AIM OF THE TASK: Among the lines below, a stretch begins at the one with "solid #fff;border-radius:50%;background:#1a73e8;box-shadow:0 0" and ends at the one with "-33px;filter:drop-shadow(0 1px 2px". Repeat that stretch exactly, ends included.

START SUPPLIED ENTRIES

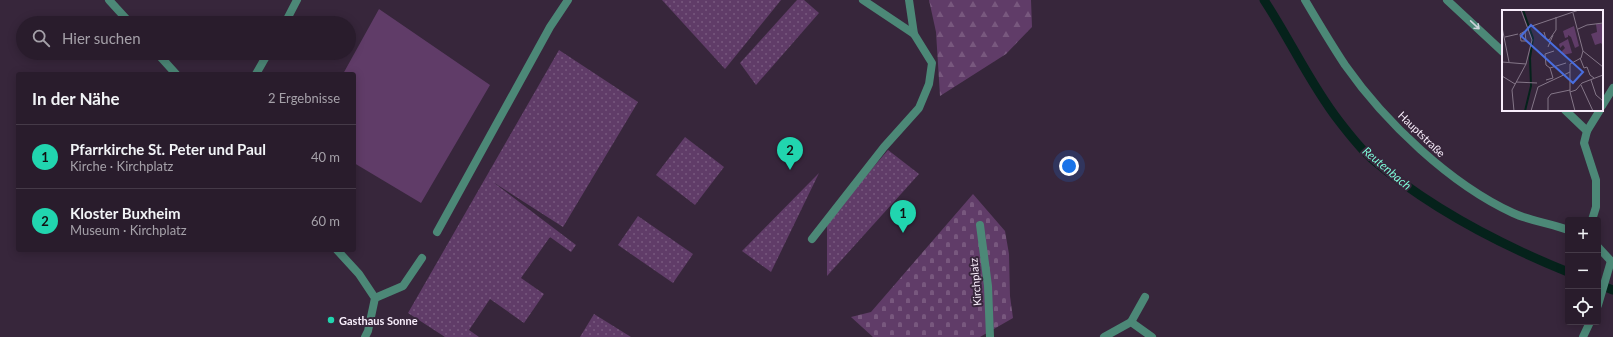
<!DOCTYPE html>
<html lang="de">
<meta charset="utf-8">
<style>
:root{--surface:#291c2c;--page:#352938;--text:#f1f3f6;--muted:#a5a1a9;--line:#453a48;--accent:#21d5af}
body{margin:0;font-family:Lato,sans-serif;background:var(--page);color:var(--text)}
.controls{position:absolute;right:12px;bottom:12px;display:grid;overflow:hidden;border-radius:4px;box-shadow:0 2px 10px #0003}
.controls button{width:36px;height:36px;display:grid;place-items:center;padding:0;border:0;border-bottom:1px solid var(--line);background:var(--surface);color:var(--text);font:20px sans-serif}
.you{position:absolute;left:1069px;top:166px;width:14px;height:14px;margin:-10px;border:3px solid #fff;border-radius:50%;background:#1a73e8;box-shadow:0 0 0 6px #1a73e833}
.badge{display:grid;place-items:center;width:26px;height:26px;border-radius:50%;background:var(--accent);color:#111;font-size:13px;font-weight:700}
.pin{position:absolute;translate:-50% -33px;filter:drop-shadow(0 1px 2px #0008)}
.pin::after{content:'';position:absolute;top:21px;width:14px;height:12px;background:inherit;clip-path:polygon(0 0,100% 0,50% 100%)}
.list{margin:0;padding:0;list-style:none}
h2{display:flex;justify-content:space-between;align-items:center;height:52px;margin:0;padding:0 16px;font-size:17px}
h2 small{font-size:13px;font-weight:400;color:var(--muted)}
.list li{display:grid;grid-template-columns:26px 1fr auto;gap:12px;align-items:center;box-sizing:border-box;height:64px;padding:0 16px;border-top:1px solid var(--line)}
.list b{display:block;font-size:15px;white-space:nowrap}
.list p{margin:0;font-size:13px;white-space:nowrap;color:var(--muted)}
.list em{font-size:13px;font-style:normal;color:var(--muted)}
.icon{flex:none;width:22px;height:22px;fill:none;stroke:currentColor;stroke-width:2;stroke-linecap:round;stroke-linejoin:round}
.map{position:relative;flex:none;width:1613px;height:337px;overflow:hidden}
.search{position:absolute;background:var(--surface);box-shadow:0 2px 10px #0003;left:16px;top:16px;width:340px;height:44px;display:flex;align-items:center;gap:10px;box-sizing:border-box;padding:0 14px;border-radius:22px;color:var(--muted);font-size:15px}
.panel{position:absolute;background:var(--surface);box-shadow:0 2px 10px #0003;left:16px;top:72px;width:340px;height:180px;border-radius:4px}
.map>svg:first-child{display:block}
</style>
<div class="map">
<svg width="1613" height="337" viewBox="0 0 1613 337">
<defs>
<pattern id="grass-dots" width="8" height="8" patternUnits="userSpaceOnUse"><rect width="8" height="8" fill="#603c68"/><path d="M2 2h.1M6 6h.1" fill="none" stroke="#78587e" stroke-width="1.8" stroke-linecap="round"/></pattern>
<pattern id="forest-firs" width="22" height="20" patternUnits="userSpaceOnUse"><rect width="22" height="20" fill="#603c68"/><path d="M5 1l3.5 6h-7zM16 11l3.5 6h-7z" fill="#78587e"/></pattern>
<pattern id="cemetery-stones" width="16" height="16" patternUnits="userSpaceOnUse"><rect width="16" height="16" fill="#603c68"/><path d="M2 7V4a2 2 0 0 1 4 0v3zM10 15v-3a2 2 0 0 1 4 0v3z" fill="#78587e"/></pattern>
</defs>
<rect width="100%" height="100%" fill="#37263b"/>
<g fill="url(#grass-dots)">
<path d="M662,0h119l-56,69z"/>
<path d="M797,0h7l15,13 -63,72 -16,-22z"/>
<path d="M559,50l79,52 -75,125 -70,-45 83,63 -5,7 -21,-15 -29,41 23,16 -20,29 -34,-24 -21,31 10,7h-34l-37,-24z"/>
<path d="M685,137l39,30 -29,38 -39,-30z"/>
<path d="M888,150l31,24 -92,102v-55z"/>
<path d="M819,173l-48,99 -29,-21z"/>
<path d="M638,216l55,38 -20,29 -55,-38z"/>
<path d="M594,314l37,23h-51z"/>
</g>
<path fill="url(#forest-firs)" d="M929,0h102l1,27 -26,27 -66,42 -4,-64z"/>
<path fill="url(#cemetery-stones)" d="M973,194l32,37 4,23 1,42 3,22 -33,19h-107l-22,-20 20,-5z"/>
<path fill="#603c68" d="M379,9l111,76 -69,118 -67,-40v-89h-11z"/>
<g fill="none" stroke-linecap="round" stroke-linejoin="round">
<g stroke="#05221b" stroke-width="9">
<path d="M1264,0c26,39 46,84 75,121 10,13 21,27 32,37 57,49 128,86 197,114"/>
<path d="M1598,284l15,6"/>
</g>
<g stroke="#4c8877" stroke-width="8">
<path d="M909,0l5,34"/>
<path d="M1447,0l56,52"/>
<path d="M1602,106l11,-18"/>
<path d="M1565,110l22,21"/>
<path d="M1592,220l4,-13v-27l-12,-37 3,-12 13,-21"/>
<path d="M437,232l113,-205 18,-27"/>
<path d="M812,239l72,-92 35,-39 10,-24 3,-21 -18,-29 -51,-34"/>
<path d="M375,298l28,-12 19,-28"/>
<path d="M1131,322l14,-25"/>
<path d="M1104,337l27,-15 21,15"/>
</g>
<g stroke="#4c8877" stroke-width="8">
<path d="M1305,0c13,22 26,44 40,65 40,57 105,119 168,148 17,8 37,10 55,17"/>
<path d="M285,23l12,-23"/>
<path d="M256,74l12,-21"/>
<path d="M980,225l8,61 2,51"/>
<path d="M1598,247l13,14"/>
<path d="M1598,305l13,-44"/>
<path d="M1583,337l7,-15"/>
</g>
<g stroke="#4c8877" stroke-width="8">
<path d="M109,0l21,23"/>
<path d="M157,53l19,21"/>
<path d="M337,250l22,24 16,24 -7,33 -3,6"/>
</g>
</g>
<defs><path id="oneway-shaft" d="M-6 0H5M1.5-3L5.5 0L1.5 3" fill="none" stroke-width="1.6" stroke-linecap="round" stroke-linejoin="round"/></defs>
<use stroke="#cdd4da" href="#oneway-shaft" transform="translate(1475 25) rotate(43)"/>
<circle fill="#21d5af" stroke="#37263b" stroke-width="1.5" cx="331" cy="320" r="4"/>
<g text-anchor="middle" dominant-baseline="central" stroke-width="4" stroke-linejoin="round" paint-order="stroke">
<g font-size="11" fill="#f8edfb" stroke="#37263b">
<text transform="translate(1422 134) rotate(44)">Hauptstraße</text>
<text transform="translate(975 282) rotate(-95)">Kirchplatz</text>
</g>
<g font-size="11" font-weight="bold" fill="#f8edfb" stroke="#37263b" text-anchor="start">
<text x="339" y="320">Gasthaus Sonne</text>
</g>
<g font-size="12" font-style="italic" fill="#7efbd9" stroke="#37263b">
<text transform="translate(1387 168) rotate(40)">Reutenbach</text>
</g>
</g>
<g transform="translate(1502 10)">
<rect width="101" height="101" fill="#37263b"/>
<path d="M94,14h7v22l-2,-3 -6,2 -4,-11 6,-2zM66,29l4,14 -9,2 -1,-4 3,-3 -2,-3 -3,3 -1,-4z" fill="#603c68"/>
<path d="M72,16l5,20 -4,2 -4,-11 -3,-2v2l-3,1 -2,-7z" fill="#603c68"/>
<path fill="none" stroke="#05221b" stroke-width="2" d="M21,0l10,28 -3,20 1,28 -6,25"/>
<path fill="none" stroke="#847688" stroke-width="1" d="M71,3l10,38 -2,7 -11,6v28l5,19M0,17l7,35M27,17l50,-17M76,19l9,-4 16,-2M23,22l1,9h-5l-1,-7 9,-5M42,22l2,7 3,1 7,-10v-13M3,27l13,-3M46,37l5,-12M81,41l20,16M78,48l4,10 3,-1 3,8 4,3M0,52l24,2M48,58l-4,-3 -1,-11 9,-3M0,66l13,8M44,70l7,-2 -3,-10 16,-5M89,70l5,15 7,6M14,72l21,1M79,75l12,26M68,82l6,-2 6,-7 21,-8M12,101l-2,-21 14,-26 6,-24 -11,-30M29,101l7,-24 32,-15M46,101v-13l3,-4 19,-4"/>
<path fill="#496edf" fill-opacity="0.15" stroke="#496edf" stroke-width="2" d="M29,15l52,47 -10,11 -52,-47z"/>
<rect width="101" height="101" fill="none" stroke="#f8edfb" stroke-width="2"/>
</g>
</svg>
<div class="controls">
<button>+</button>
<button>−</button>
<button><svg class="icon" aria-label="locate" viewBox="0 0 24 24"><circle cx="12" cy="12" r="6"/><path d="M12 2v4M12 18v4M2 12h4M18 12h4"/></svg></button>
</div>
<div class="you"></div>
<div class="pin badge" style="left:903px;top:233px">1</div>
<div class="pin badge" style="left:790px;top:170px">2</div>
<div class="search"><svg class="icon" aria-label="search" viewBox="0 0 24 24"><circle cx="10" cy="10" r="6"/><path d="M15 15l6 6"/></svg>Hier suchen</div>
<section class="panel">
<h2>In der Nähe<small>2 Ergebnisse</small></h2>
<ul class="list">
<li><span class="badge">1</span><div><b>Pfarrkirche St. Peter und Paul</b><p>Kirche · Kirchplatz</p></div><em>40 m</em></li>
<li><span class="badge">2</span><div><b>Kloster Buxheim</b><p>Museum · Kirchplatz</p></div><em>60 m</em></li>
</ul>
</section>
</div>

END SUPPLIED ENTRIES

WRITTEN RESPONSE:
.you{position:absolute;left:1069px;top:166px;width:14px;height:14px;margin:-10px;border:3px solid #fff;border-radius:50%;background:#1a73e8;box-shadow:0 0 0 6px #1a73e833}
.badge{display:grid;place-items:center;width:26px;height:26px;border-radius:50%;background:var(--accent);color:#111;font-size:13px;font-weight:700}
.pin{position:absolute;translate:-50% -33px;filter:drop-shadow(0 1px 2px #0008)}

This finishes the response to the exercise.